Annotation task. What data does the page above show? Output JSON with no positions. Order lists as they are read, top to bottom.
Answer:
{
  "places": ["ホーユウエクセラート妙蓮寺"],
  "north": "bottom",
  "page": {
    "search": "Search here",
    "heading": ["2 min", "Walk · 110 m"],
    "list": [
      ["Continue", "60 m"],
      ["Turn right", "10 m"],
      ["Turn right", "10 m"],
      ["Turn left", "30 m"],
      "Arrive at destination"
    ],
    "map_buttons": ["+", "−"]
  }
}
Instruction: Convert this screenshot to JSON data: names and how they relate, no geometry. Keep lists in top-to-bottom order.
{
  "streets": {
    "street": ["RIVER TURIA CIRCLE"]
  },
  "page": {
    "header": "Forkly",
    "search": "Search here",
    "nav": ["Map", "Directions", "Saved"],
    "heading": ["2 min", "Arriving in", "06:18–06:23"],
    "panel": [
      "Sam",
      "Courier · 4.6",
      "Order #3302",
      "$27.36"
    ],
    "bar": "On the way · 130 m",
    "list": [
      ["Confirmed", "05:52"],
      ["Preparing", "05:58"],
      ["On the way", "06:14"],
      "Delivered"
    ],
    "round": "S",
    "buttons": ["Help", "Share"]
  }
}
══════
> [THE TASK]: Without leaving anything out, output all of the data above exactly.

> [RESPONSE FOR THIS EXERCISE]:
Annotation task. What data does the page above show? Output JSON with no positions. Order lists as they are read, top to bottom.
Answer:
{
  "places": ["ホーユウエクセラート妙蓮寺"],
  "north": "bottom",
  "page": {
    "search": "Search here",
    "heading": ["2 min", "Walk · 110 m"],
    "list": [
      ["Continue", "60 m"],
      ["Turn right", "10 m"],
      ["Turn right", "10 m"],
      ["Turn left", "30 m"],
      "Arrive at destination"
    ],
    "map_buttons": ["+", "−"]
  }
}
Instruction: Convert this screenshot to JSON data: names and how they relate, no geometry. Keep lists in top-to-bottom order.
{
  "streets": {
    "street": ["RIVER TURIA CIRCLE"]
  },
  "page": {
    "header": "Forkly",
    "search": "Search here",
    "nav": ["Map", "Directions", "Saved"],
    "heading": ["2 min", "Arriving in", "06:18–06:23"],
    "panel": [
      "Sam",
      "Courier · 4.6",
      "Order #3302",
      "$27.36"
    ],
    "bar": "On the way · 130 m",
    "list": [
      ["Confirmed", "05:52"],
      ["Preparing", "05:58"],
      ["On the way", "06:14"],
      "Delivered"
    ],
    "round": "S",
    "buttons": ["Help", "Share"]
  }
}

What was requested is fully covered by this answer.